Chapter arc position: The cluster sits in the Sānkhya-teaching-block of adhyāya 2 (Sānkhya-yoga, BG-2.11-30), Kṛṣṇa's first systematic answer to Arjuna's collapse. Having told Arjuna to grieve neither for the living nor the dead (BG-2.11-15), Kṛṣṇa grounds that counsel here in the imperishability of the real — the body perishes (asat) but the embodied does not (sat) — and Jñāneśvar's four viveka-images supply the method by which the distinction is actually drawn.

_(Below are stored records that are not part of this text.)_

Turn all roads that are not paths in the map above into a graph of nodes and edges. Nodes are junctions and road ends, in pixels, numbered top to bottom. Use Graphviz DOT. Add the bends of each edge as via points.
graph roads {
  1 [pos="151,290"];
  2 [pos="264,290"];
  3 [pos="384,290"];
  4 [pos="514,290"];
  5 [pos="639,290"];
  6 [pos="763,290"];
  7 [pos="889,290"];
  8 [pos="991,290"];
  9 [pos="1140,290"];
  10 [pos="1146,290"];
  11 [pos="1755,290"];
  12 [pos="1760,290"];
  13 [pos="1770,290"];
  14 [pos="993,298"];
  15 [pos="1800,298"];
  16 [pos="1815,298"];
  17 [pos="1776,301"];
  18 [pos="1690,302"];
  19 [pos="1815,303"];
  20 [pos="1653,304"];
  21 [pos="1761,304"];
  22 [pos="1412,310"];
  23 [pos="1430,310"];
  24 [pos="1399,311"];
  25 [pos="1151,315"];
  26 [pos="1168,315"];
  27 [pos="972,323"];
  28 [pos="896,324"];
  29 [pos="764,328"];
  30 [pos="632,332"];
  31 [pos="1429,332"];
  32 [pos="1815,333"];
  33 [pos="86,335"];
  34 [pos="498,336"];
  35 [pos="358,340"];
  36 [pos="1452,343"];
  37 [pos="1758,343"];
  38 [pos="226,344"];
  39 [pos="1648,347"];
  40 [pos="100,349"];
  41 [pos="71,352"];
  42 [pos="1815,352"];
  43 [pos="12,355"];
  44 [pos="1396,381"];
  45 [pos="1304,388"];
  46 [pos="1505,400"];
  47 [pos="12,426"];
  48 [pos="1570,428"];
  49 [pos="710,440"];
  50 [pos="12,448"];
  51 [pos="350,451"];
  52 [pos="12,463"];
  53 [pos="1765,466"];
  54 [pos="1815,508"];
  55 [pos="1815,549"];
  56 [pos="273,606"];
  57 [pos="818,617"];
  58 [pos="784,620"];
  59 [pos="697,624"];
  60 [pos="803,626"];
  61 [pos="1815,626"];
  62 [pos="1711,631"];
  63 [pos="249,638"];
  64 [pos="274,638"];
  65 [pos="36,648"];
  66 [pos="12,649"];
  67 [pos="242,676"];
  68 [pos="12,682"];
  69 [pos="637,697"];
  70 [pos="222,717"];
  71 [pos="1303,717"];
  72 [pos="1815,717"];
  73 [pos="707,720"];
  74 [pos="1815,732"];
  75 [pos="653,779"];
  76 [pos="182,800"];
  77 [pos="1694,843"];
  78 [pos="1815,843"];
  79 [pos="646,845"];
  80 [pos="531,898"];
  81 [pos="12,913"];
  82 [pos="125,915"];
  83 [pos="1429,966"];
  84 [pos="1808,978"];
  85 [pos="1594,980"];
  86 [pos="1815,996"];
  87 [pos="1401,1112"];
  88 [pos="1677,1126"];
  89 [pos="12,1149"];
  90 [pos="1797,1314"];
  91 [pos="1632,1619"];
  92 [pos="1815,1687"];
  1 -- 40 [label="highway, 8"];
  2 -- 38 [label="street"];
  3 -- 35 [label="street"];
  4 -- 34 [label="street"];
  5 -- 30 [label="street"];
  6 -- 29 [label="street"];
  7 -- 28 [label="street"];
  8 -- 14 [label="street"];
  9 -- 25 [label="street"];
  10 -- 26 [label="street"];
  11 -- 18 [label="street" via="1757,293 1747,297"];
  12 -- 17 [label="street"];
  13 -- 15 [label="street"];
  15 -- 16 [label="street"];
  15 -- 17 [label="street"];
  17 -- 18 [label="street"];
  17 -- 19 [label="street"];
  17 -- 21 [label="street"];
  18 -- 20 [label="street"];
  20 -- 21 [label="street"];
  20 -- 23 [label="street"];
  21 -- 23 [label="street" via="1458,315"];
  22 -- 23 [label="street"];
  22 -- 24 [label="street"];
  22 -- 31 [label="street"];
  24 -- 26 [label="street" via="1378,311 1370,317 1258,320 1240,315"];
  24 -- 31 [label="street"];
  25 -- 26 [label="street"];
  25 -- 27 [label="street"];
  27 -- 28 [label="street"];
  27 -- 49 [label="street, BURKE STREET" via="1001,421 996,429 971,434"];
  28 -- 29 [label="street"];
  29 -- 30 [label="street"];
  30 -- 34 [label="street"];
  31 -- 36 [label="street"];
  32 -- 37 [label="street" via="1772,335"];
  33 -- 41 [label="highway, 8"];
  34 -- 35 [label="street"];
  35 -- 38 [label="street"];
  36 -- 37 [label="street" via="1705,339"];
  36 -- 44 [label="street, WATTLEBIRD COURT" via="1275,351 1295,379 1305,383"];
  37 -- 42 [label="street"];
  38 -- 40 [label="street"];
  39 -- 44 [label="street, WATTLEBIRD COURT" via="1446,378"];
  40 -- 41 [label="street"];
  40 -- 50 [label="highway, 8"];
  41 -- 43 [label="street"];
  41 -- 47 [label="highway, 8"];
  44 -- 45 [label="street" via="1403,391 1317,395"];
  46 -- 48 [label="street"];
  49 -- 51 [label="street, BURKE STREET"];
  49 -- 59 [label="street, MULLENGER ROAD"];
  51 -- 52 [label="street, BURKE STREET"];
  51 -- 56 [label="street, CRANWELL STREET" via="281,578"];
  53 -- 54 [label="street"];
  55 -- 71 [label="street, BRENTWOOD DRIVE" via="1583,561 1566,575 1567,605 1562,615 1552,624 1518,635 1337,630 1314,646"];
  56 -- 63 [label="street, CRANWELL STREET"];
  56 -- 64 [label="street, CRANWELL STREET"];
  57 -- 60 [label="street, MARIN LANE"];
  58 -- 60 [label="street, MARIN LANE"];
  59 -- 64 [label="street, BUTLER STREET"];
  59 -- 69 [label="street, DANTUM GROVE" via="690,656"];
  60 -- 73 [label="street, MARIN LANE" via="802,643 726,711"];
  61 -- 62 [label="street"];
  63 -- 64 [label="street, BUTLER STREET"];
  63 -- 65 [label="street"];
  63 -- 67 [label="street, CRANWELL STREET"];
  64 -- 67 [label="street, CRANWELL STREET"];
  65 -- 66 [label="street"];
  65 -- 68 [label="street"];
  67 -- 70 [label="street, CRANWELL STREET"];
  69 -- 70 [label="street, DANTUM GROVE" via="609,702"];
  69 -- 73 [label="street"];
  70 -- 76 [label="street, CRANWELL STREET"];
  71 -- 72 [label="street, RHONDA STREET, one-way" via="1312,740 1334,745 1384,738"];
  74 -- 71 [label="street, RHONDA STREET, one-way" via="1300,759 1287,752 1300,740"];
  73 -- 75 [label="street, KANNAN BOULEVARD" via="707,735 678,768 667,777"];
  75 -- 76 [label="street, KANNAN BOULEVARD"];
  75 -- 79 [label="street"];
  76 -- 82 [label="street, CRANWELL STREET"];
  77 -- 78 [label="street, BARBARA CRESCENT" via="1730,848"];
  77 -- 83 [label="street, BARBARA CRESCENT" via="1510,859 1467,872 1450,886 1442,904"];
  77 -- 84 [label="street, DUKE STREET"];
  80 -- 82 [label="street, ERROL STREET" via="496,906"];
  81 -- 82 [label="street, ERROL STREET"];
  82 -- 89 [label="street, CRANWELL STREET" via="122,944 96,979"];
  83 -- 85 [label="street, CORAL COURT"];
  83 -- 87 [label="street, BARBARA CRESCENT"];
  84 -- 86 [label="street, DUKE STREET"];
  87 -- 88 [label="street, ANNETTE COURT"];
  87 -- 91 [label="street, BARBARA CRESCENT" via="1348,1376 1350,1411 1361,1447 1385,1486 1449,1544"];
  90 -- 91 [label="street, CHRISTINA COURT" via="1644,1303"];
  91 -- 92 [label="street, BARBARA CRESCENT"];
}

Connects to BG-2.17: अविनाशि तु तद्विद्धि येन सर्वमिदं ततम् — Kṛṣṇa takes the bare sat that 2.16's winnowing leaves standing and names it directly: know that to be indestructible by which all this is pervaded. Where BG-2.16 gives the abstract sat/asat axiom and its discernment-craft, BG-2.17 turns to the positive identification of the imperishable pervader — the grain the chaff has flown off to reveal.